9. Existe una excelente edición castellana del texto de Soloviev (que cualquiera interesado en el filme debería leer con atención) traducida y prologada por Jorge Soley Climent (Madrid: El Buey Mudo, 2016). Precisamente esta es una de las instrucciones implícitas que la película imparte al espectador para una mejor comprensión de lo que está en juego. La práctica totalidad del texto que los actores “recitan” en la película proviene del libro de Soloviev, sin otras alteraciones que la recolocación de algunos de sus fragmentos y la escisión de partes que prolongarían innecesariamente una obra que, por otra parte, supera con holgura los doscientos minutos de duración. 

Puiu ha dejado constancia de su encuentro con las páginas de la obra más conocida de Soloviev:

Su lectura fue para mí una revelación. Tenía entonces veinticinco o veintiséis años y los temas que pone sobre la mesa no me preocupaban nada. Estábamos felices por el derrumbe del comunismo y me dedicaba a pintar, a expresarme a mí mismo como artista, bla, bla, bla… Basura. Fui educado en un pensamiento cartesiano, crecí en un estado ateo y todo eso. Mis abuelos eran creyentes y yo me reía de ellos. Con diecisiete años leí el libro de Bertrand Russell –por supuesto los comunistas lo difundían– Por qué no soy cristiano y en él encontré argumentos para discutir con mi abuela, cosas como que descendíamos del mono y temas parecidos. Pero más adelante, tras el colapso del comunismo, se publicaron los testimonios de los que habían sobrevivido al Gulag rumano –gente que había sido encarcelada durante quince, veinte años. Campos comunistas, campos de exterminio. No nos atrevíamos a hablar de esas cosas. Entonces alguien lo hizo. Gente como Solzhenitsyn y Shalámov. (10) Les prestamos poca atención, no queríamos entrar en ese tema y reconocer hasta qué punto el sistema fue… maléfico. Leí esos testimonios y escuché a la gente que hablaba sobre ello, Dios mío…, pensé: “algo va mal. Existe un error en la matriz. No puede ser verdad. Muchos de los que sobrevivieron a aquello ¿creían en Dios?”. Yo no he vivido una experiencia de esa magnitud. Ni sabía, ni sé nada de estas cosas. Y comencé a prestarlas atención. El libro de Soloviev me llegó en el momento preciso, cuando estaba sumergido en esos testimonios. (11)
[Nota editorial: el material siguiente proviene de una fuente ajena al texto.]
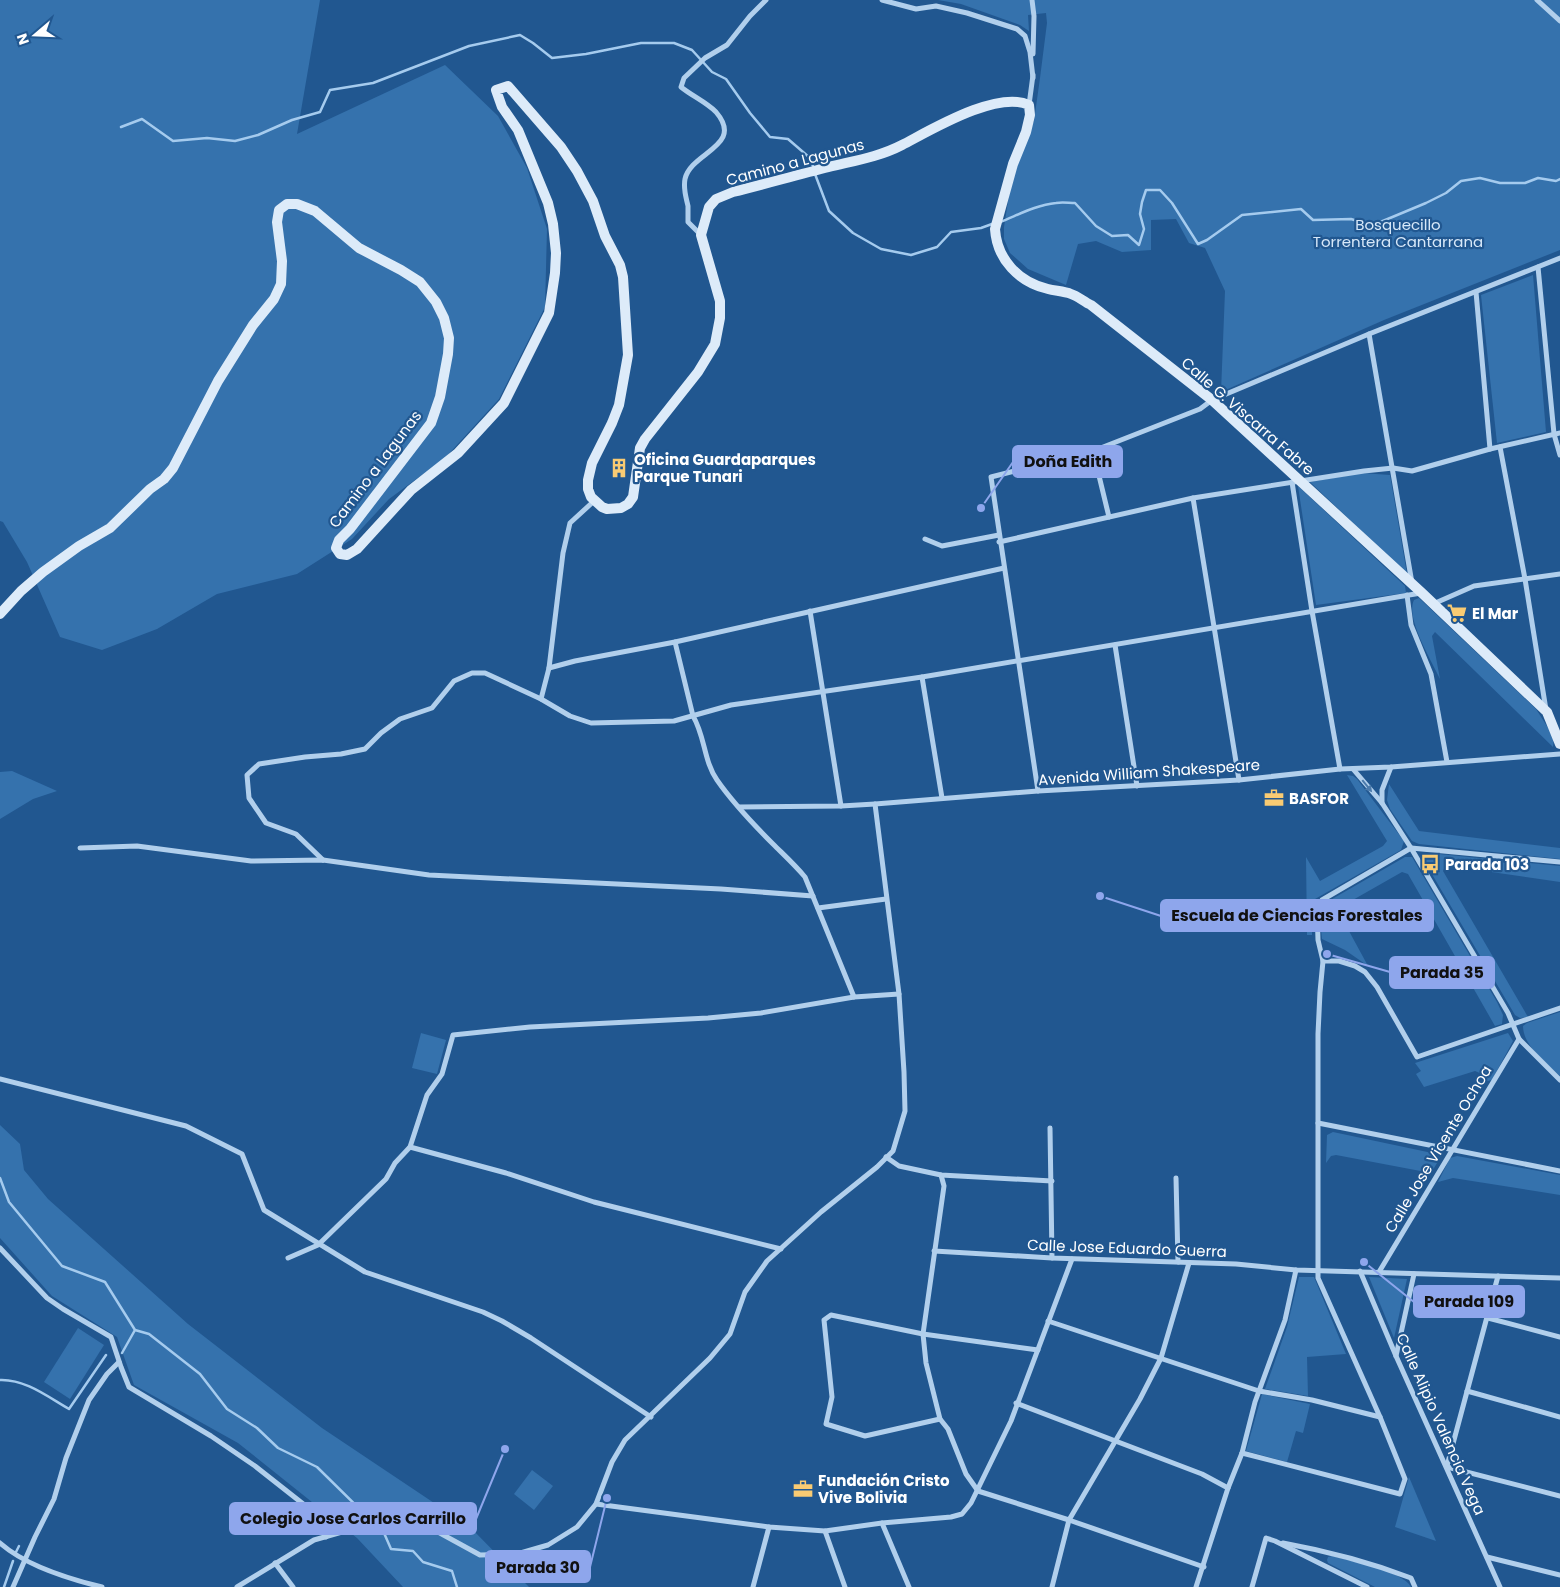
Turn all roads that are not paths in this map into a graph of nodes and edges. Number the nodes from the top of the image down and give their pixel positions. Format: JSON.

10. Los dos gigantes literarios que dedicaron parte sustancial de sus escritos a poner en negro sobre blanco los horrores del universo concentracionario soviético conocido por el acrónimo GULAG, Dirección General de los Campos de Trabajo, rama del NKVD que dirigía el sistema de campos de trabajo forzado en la Unión Soviética. Aleksandr Solzhenitsyn (1918-2008), premio Nobel de literatura 1970, autor de Un día en la vida de Iván Denisovich (1962; versión española en Tusquets) y Archipiélago GULAG (1973, 1975 y 1978; edición española en Tusquets); Varlam Shalámov (1907-1982), autor de los Relatos de Kolimá (1954-1973; edición española en siete volúmenes en Minúscula).